The answer must consist of every line from the data that holds "dead".
..............................
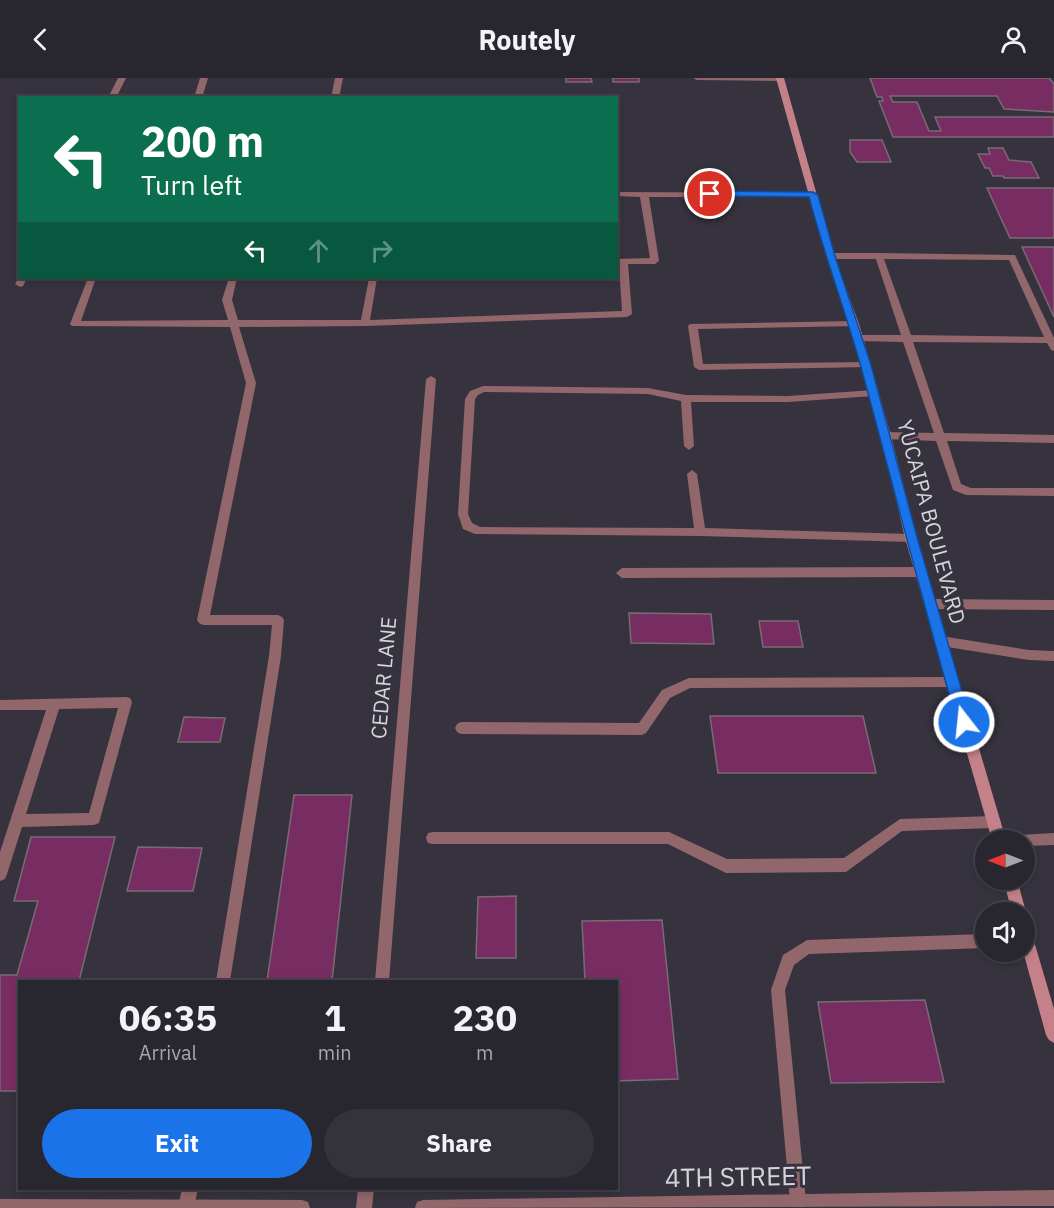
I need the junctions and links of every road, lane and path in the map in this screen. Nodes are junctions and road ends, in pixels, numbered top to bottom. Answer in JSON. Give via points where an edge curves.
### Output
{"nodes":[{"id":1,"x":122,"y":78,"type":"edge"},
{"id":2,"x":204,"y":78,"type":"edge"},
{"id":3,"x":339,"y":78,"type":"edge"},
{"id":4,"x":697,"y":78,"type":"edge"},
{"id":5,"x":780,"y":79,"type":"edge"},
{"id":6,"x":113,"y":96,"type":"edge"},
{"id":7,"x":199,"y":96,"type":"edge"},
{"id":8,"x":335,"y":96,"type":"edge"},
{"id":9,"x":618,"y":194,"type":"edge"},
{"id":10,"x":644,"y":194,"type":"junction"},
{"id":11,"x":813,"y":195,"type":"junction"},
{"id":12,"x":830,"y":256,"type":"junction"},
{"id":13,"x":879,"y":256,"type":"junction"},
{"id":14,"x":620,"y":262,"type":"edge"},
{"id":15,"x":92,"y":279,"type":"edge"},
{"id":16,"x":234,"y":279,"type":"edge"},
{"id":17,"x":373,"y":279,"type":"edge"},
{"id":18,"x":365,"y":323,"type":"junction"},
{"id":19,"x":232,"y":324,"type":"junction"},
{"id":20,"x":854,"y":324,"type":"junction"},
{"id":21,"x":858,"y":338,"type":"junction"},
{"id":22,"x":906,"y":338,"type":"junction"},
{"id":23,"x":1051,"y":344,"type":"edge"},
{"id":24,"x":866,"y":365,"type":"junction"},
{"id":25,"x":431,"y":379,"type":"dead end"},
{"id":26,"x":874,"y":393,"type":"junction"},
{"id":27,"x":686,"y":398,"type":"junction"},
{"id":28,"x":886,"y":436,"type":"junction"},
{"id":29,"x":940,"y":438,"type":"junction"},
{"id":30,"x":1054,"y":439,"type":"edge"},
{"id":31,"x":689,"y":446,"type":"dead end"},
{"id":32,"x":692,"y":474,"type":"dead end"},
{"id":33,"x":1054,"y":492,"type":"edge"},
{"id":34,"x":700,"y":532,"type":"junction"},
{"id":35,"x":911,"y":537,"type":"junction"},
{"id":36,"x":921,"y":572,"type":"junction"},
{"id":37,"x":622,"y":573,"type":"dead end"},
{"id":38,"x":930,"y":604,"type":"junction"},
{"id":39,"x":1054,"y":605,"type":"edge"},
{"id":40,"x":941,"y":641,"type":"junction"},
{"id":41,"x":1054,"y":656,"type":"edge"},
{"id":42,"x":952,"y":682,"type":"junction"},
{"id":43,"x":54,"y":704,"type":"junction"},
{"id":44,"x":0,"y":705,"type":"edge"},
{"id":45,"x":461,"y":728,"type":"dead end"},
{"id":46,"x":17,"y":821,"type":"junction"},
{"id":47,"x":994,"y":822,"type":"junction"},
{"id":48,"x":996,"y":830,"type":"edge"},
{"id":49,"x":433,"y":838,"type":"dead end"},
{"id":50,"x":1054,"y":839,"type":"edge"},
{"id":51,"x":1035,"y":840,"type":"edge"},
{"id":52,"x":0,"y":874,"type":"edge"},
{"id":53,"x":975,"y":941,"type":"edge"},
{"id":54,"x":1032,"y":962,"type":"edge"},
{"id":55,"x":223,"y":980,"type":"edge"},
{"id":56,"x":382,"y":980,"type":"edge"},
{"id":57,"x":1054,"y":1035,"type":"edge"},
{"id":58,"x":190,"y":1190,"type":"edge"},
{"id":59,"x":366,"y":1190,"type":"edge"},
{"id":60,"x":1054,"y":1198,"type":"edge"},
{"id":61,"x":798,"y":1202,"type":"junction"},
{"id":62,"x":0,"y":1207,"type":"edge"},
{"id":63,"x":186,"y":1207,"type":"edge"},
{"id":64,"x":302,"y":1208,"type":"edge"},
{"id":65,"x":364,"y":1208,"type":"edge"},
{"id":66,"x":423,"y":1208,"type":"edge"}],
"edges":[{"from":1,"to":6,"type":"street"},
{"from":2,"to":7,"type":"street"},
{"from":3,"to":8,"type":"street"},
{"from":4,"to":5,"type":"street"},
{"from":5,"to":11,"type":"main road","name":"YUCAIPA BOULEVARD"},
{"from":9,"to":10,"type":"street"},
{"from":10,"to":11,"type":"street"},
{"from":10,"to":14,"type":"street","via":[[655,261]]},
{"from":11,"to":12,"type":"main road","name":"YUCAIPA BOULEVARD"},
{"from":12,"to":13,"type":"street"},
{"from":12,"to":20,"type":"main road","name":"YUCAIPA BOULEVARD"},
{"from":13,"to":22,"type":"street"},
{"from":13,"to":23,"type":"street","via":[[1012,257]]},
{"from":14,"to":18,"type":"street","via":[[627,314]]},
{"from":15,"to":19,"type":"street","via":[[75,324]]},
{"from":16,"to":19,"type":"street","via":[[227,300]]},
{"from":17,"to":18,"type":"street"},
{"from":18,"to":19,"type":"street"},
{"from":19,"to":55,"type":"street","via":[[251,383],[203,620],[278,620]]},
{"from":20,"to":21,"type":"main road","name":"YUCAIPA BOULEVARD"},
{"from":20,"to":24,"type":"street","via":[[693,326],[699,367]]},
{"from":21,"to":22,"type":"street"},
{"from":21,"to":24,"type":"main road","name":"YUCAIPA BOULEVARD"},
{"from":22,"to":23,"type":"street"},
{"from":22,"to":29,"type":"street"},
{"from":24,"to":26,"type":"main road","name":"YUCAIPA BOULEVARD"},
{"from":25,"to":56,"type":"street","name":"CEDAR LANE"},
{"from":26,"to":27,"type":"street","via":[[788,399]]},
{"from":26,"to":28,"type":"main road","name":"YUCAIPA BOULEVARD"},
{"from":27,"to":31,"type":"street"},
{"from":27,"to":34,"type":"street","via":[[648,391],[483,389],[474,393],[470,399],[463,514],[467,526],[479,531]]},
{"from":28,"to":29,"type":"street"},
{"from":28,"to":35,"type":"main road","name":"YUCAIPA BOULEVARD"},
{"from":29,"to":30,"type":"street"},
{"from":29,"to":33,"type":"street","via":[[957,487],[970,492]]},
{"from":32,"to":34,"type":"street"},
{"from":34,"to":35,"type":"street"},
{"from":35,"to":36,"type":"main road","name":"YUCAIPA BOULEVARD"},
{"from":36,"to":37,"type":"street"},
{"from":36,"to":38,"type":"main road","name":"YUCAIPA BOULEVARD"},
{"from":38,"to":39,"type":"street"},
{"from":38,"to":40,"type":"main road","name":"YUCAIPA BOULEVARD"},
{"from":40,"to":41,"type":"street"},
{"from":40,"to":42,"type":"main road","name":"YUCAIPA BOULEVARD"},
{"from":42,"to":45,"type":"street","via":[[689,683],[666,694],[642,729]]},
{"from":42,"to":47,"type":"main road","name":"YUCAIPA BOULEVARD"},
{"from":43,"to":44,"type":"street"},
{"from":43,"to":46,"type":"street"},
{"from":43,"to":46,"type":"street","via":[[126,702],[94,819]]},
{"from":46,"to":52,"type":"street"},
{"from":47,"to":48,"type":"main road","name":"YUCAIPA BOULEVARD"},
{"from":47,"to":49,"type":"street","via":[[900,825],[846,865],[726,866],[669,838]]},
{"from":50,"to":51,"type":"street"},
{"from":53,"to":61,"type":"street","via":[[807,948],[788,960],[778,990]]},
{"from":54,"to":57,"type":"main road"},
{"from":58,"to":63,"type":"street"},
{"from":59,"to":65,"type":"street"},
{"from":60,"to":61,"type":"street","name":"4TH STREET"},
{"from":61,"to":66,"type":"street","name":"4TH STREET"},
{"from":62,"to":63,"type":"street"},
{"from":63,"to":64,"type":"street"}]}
..............................
--- Response to this task ---
{"id":25,"x":431,"y":379,"type":"dead end"},
{"id":31,"x":689,"y":446,"type":"dead end"},
{"id":32,"x":692,"y":474,"type":"dead end"},
{"id":37,"x":622,"y":573,"type":"dead end"},
{"id":45,"x":461,"y":728,"type":"dead end"},
{"id":49,"x":433,"y":838,"type":"dead end"},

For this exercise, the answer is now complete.